Start of Source records

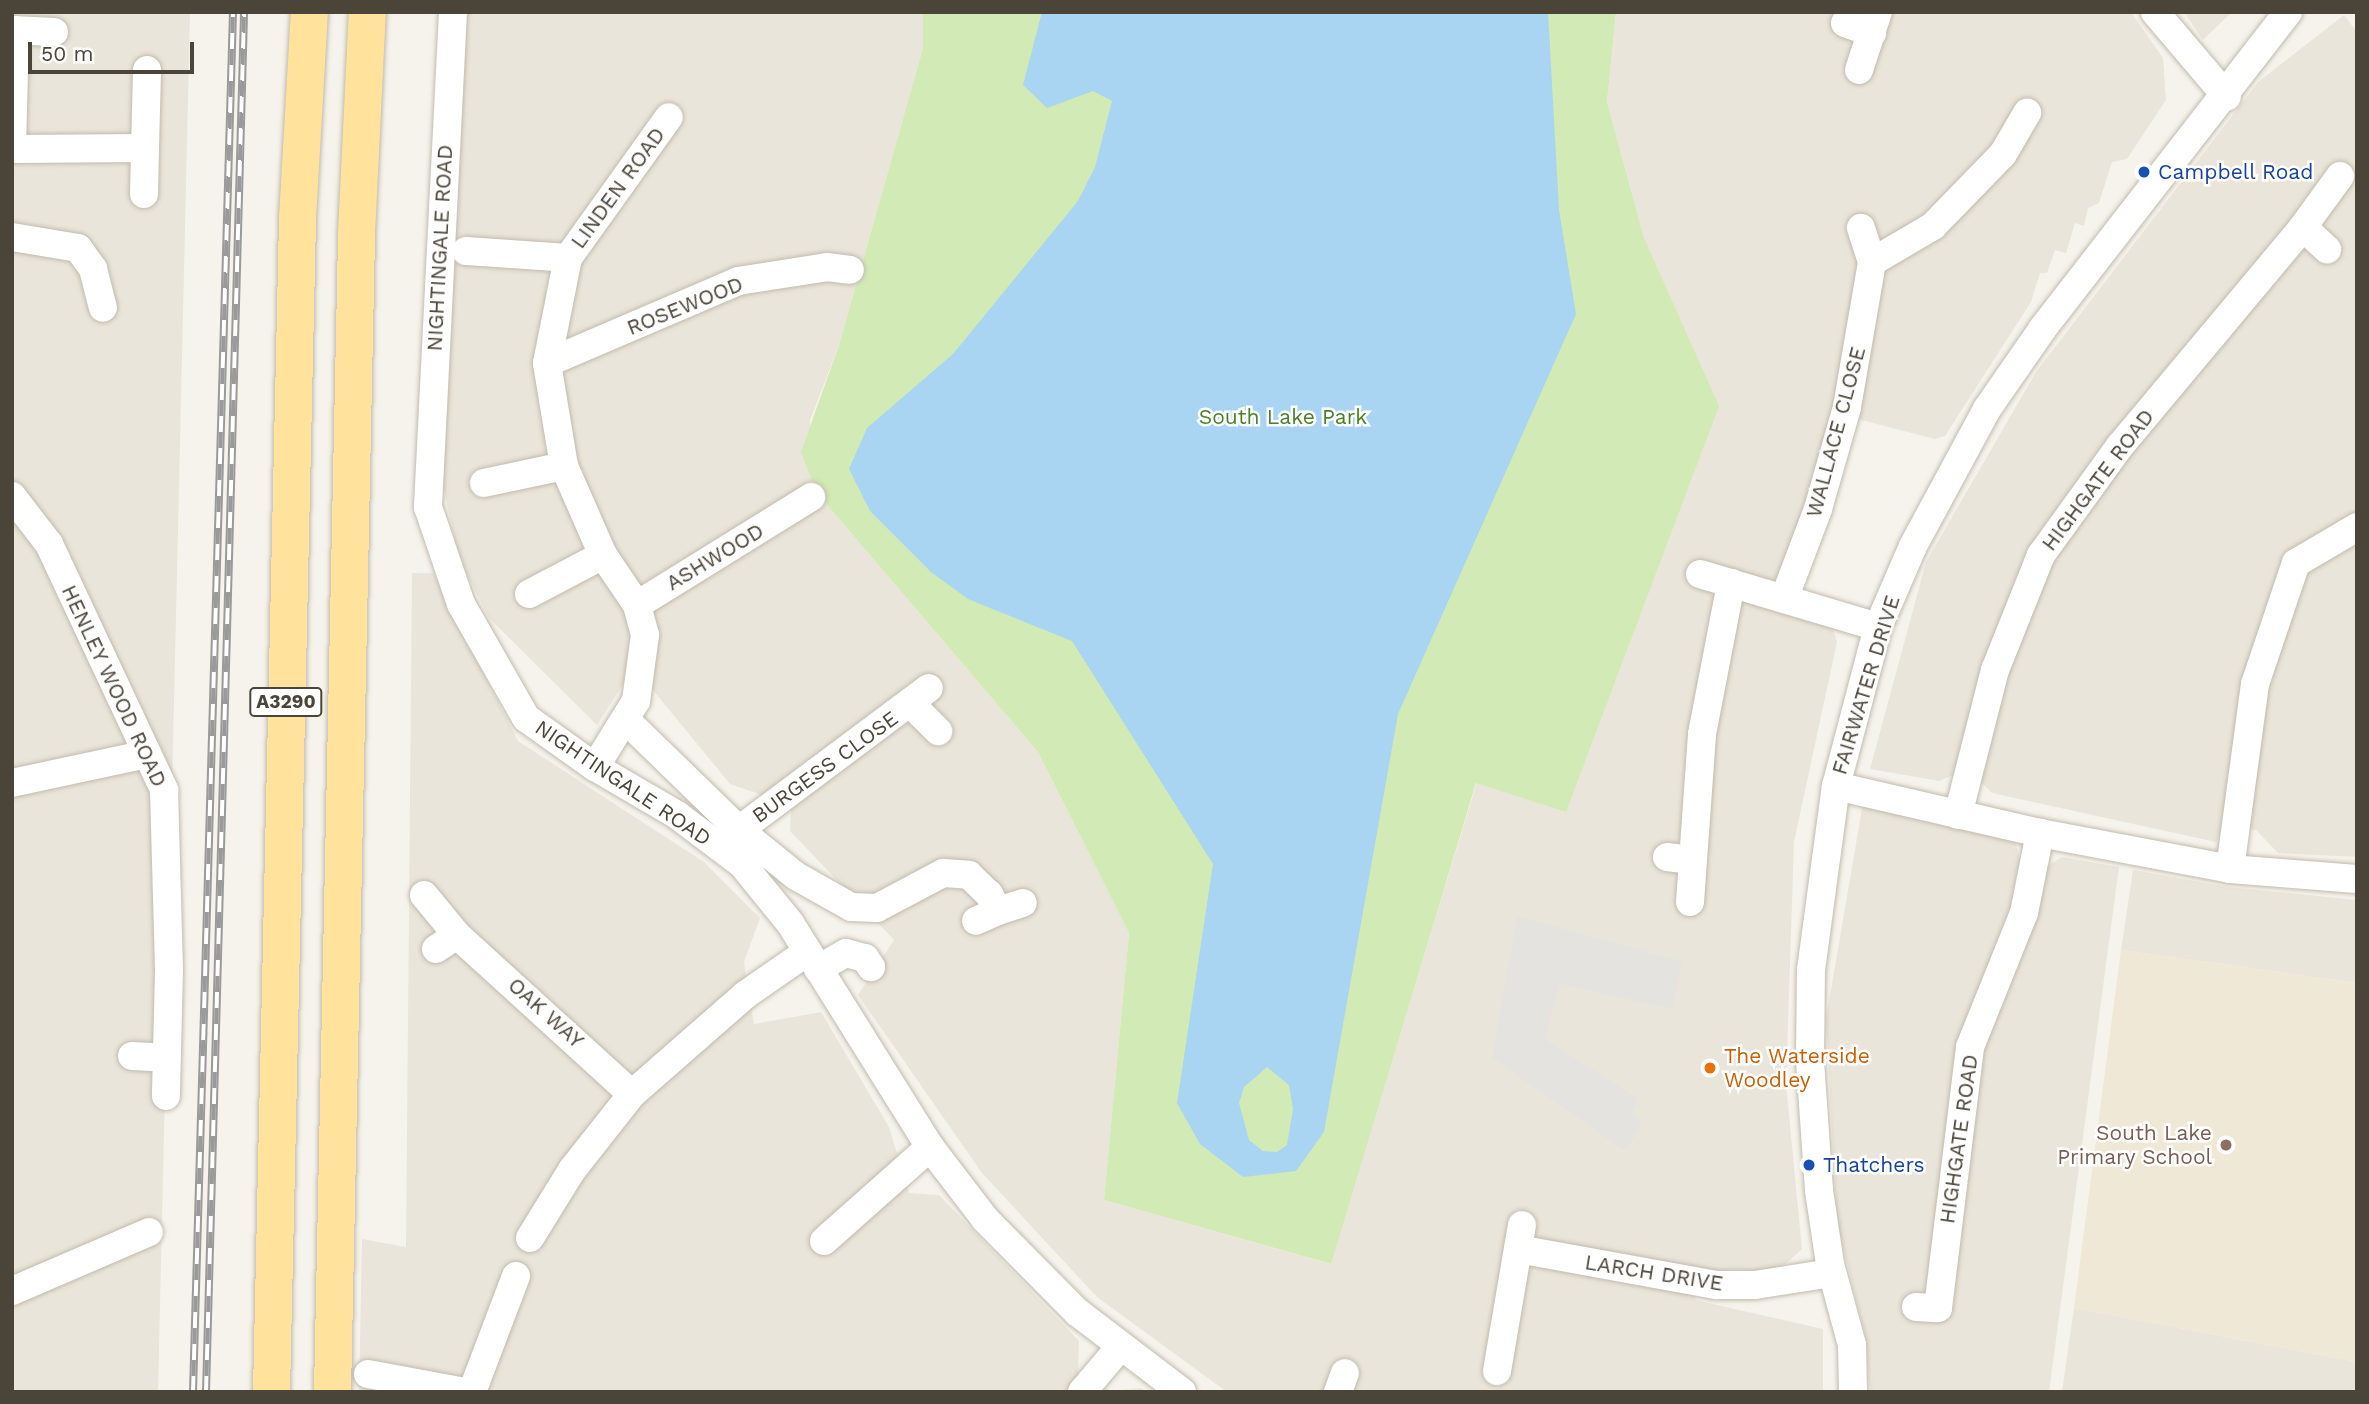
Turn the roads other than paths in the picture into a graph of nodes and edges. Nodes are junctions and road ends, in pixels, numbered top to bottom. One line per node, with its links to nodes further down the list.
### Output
1 (309, 12): 72 (main road, A3290)
2 (367, 12): 73 (main road, A3290)
3 (453, 12): 44 (street, NIGHTINGALE ROAD)
4 (2155, 12): 12 (street)
5 (2288, 12): 12 (street, FAIRWATER DRIVE)
6 (1845, 23): 7 (street)
7 (1875, 23): 11 (street)
8 (14, 30): 9 (street); 15 (street)
9 (54, 32)
10 (147, 70): 16 (street)
11 (1859, 70)
12 (2227, 97): 40 (street, FAIRWATER DRIVE)
13 (2027, 113): 26 (street)
14 (669, 117): 24 (street, LINDEN ROAD)
15 (12, 148): 16 (street)
16 (145, 148): 18 (street)
17 (2340, 176): 20 (street, HIGHGATE ROAD)
18 (144, 194)
19 (1861, 228): 26 (street, WALLACE CLOSE)
20 (2303, 228): 22 (street); 47 (street, HIGHGATE ROAD)
21 (12, 237): 27 (street)
22 (2327, 249)
23 (466, 251): 24 (street, LINDEN ROAD)
24 (568, 258): 28 (street, LINDEN ROAD)
25 (835, 260): 28 (street, ROSEWOOD)
26 (1872, 262): 38 (street, WALLACE CLOSE)
27 (103, 308)
28 (547, 363): 29 (street, LINDEN ROAD)
29 (564, 466): 30 (street); 34 (street, LINDEN ROAD)
30 (484, 483)
31 (12, 496): 43 (street, HENLEY WOOD ROAD)
32 (795, 498): 39 (street, ASHWOOD)
33 (2357, 527): 50 (street)
34 (603, 555): 37 (street); 39 (street, LINDEN ROAD)
35 (1700, 574): 36 (street)
36 (1731, 583): 38 (street); 53 (street)
37 (529, 594)
38 (1784, 599): 40 (street)
39 (637, 605): 41 (street, LINDEN ROAD)
40 (1878, 627): 46 (street, FAIRWATER DRIVE)
41 (627, 721): 44 (street, LINDEN ROAD); 48 (street, BURGESS CLOSE)
42 (937, 731): 48 (street, BURGESS CLOSE)
43 (147, 754): 45 (street); 58 (street, HENLEY WOOD ROAD)
44 (595, 767): 55 (street, NIGHTINGALE ROAD)
45 (12, 783)
46 (1836, 786): 47 (street); 65 (street, FAIRWATER DRIVE)
47 (1958, 815): 49 (street)
48 (739, 830): 54 (street, BURGESS CLOSE)
49 (2040, 833): 50 (street); 68 (street, HIGHGATE ROAD)
50 (2230, 869): 51 (street)
51 (2357, 878)
52 (424, 895): 59 (street, OAK WAY)
53 (1690, 902)
54 (999, 912)
55 (812, 961): 56 (street); 59 (street); 61 (street, NIGHTINGALE ROAD)
56 (872, 967)
57 (132, 1056): 58 (street)
58 (165, 1058): 60 (street, HENLEY WOOD ROAD)
59 (632, 1094): 63 (street)
60 (166, 1096)
61 (930, 1147): 64 (street); 69 (street, NIGHTINGALE ROAD)
62 (149, 1232): 67 (street)
63 (530, 1238)
64 (824, 1241)
65 (1832, 1273): 70 (street, LARCH DRIVE); 78 (street, FAIRWATER DRIVE)
66 (516, 1276): 75 (street)
67 (12, 1291)
68 (1916, 1307)
69 (1120, 1347): 76 (street); 77 (street, NIGHTINGALE ROAD)
70 (1497, 1371)
71 (368, 1374): 74 (street)
72 (271, 1392)
73 (332, 1392)
74 (465, 1392)
75 (472, 1392)
76 (1082, 1392)
77 (1182, 1392)
78 (1853, 1392)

End of Source records

Task objective ▸ Check each line of the records for the string "main" and state how many lines contain it. Give only the number.

Response to this exercise ▸ 2